Mythe ou réalité, ces difficultés sexuelles entourant le traitement pharmacologique qu’imposent ces maux? Pour différencier le vrai du faux, je m’associe aujourd’hui à mon amie, Marie-Pier Larouche, pharmacienne, histoire de savoir si antidépresseurs et sexe peuvent faire bon ménage...

Un bien pour un mal?
À cette question, j’ai bien envie de vous répondre par l’affirmative. Effectivement, avant d’en venir à bien comprendre les enjeux sexuels entourant les antidépresseurs, je reste persuadée que rien n’est aussi restreignant, sexuellement parlant, que la maladie mentale. Au-delà d’une question des pilules, ne pas se sentir bien rime rarement avec une sexualité idyllique. Qu’on se le dise!

D’emblée, la bonne santé sexuelle est souvent la conséquence d’une condition physique et mentale optimale. De ce fait, comme pour toutes les maladies, je vous indiquerai donc de vous soigner. Et que ça saute! Si votre docteur a jugé bon de vous prescrire ce support médicamenteux, prenez-le. Pour le reste, on s’arrangera!

Et le reste?
Effectivement, il y a des molécules contenues dans la classe des antidépresseurs qui agissent malencontreusement sur la réponse sexuelle, tant sur le plan de l’excitation, du plateau que de l’orgasme. Parlons ainsi d’effets secondaires.

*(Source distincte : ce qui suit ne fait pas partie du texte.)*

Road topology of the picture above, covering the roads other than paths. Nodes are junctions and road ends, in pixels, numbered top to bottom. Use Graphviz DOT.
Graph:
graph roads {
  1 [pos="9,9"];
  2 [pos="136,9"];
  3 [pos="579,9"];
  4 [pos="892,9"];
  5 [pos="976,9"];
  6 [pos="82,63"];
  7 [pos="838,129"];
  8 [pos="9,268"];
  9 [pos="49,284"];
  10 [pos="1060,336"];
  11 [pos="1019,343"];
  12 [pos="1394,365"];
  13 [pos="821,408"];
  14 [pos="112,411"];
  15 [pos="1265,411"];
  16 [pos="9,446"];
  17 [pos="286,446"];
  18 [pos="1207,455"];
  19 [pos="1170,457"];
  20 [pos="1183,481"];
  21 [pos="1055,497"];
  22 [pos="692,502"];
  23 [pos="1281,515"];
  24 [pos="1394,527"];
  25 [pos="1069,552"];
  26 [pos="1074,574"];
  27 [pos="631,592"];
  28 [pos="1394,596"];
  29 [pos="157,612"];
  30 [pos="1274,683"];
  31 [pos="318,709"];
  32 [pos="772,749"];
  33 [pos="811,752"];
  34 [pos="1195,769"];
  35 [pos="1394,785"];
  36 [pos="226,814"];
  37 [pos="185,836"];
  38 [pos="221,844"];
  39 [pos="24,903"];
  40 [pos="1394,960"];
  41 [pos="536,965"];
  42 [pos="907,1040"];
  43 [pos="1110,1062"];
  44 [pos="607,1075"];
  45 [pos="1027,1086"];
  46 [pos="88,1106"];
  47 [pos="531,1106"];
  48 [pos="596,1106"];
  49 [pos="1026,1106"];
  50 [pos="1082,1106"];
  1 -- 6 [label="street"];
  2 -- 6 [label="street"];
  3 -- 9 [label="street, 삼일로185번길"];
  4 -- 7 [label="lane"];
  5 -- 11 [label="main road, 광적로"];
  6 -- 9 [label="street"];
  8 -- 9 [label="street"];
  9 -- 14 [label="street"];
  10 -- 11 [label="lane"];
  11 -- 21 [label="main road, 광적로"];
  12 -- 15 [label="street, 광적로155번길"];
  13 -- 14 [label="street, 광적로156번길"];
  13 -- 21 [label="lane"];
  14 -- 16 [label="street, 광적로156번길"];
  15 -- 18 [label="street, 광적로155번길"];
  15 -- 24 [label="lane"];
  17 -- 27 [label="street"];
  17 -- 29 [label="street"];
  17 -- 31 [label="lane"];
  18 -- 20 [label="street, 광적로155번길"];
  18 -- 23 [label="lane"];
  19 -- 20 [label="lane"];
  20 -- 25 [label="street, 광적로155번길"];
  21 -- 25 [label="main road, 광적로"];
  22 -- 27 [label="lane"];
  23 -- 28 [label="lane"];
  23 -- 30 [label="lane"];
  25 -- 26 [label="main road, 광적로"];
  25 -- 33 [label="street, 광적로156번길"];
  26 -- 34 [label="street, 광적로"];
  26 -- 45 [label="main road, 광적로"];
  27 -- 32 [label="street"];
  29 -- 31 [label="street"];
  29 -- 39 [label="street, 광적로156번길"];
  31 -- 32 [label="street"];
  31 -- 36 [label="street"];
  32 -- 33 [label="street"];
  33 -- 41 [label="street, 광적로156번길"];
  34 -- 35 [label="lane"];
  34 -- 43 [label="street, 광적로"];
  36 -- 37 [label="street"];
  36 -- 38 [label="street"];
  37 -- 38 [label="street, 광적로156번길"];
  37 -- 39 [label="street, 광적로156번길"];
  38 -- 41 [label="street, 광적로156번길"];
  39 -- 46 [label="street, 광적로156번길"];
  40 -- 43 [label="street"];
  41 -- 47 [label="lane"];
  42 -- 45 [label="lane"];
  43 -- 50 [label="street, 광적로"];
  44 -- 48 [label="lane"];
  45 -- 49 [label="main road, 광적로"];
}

La baisse de libido est flagrante pour plus d’un, bien qu’elle demeure tout de même laborieuse à diagnostiquer. Le principe de l’oeuf ou de la poule s’impose. Tel que mentionné précédemment, le désir de sexualité est souvent inhibé par votre état. Il devient donc difficile d’établir si la prescription est réellement la seule et unique cause de la problématique. Une évaluation multifactorielle est de mise. Le temps, précurseur de meilleurs jours, se voit aussi un allier.

Et le corps?
Je ne vous mentirai pas, il y a des pénis qui réagissent. Il est possible que l’érection prenne le bord. Le pendant féminin s’expliquerait par la diminution de lubrification, voire son absence.

L’orgasme
Viendra-t-il? Ne viendra-t-il pas? Quand? Comment? Dans combien de temps? L’orgasme, aussi, peut être perturbé par ce remède. À vous l’heure des Maritimes et la patience qui vient avec. L’orgasme peut arriver en retard... et ça, c’est quand il arrive!

Ad vitam aeternam?
Comme dans tout, il y a des antidépresseurs qui présentent moins d’effets secondaires. Mais s’agit-il de ceux nécessaires à votre traitement? Reste à savoir...

Les inconvénients ne disparaîtront pas comme par magie. Une communication avec un professionnel de la santé est donc essentielle. Une hygiène de vie impeccable, une psychothérapie, une simple modification de la dose, un changement complet de votre médication ou un support pharmacologique peut être envisageable.

Vous l’aurez compris, rien n’est simple en termes de médicament, mais aussi de traitement. Il est déconseillé de vous improviser spécialiste en prenant les rênes de votre dosette, sous prétexte que vous avez passé une bonne journée. Une posologie ne s’arrête pas et ne se modifie pas de son propre chef.

La sexualité est elle aussi une entité propre à la santé générale. C’est louable de s’en soucier. Par contre, y aller par priorité reste élémentaire.

Je vous souhaite d’être bien dans votre tête!